■ What is required ■
Return each line of the records holding the string "Долинская".

Dataset records
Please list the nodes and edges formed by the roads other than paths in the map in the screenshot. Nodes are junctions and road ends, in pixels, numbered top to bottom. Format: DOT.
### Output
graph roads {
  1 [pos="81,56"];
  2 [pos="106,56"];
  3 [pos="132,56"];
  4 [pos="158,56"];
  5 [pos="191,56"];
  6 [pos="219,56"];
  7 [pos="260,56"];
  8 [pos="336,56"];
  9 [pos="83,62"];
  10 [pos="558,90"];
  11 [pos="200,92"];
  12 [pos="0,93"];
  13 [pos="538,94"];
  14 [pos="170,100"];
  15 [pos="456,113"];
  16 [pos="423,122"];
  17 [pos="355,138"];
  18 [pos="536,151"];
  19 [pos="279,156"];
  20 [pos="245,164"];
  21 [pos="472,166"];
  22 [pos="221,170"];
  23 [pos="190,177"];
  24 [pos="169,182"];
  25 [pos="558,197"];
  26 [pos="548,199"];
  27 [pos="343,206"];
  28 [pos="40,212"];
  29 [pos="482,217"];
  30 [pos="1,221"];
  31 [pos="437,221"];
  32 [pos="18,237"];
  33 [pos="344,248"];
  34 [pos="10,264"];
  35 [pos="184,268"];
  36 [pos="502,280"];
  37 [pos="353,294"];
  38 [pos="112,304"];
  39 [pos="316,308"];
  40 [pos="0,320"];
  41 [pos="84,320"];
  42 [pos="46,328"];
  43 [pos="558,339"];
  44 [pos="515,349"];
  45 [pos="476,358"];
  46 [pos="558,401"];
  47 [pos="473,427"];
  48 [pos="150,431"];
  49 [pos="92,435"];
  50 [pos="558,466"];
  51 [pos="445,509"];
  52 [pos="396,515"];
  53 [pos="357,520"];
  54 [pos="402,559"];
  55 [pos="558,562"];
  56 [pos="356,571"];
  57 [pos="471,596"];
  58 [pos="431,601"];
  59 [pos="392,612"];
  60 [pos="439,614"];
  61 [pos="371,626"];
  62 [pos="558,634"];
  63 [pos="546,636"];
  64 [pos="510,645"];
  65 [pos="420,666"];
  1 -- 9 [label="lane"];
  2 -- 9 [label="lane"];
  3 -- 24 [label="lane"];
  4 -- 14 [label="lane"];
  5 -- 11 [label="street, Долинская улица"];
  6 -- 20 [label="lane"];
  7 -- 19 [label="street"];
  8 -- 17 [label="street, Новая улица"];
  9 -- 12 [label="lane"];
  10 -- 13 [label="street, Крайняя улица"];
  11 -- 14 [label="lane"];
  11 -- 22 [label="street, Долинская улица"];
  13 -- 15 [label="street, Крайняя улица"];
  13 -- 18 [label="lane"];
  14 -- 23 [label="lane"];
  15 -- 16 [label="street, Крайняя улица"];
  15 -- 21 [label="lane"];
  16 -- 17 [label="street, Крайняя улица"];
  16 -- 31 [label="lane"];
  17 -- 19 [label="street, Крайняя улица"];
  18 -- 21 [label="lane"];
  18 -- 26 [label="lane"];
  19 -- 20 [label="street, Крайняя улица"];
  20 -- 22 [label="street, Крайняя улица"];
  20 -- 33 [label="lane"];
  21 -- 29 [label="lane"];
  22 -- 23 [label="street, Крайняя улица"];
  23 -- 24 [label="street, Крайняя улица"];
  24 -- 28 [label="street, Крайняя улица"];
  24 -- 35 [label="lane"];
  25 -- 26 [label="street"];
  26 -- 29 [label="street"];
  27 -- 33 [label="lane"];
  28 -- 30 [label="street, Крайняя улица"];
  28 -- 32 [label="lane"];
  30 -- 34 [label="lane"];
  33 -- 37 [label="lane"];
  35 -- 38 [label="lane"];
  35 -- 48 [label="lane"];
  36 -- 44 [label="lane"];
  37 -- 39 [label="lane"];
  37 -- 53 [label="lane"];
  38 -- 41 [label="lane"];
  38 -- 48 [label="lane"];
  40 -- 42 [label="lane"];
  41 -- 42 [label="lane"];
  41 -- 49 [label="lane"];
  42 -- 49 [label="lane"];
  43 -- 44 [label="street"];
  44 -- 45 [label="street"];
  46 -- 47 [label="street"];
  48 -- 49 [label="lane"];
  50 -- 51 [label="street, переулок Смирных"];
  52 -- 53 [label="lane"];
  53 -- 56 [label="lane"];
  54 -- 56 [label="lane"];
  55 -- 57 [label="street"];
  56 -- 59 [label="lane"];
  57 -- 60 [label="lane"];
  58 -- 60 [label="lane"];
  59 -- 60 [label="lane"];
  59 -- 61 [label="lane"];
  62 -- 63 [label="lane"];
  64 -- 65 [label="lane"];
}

---

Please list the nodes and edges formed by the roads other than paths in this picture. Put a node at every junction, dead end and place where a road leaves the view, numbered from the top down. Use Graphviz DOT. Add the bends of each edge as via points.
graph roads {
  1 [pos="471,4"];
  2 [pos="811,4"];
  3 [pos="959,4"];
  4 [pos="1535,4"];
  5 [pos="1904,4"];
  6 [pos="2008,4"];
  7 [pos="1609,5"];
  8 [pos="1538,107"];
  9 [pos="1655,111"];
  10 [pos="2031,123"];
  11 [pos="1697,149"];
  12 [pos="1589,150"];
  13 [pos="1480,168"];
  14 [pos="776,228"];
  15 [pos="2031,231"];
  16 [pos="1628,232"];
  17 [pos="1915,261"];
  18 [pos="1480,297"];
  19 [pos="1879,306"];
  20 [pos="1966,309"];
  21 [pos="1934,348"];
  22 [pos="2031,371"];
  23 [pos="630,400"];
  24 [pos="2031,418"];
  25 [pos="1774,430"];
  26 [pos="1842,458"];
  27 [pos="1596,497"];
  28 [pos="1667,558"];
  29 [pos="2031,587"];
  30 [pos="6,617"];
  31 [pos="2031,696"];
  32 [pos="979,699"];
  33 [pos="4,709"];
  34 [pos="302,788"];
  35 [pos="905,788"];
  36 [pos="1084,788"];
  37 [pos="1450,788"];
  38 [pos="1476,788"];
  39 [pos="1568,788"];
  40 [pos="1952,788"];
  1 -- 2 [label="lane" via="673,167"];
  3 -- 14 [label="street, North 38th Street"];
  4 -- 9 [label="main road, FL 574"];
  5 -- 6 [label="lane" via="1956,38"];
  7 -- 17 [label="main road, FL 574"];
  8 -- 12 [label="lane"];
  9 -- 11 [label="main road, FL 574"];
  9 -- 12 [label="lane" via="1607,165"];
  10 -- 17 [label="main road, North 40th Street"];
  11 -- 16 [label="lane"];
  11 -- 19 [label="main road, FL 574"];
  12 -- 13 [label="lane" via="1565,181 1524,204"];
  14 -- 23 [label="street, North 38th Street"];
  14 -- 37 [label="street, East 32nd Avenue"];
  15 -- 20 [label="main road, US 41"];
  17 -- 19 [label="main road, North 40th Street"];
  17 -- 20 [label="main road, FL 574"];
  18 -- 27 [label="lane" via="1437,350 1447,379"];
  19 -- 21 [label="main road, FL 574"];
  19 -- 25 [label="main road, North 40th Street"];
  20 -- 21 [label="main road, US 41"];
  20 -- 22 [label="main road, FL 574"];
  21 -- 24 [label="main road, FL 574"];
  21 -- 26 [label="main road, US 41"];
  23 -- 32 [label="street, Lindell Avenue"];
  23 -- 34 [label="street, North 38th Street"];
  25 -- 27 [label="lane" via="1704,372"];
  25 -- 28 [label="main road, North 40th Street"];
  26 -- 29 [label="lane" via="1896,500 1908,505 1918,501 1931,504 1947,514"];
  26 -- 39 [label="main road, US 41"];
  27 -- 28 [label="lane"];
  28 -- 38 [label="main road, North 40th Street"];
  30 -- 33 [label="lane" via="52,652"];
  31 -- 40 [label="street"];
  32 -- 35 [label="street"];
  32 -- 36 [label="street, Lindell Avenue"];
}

■ Finished task ■
  5 -- 11 [label="street, Долинская улица"];
  11 -- 22 [label="street, Долинская улица"];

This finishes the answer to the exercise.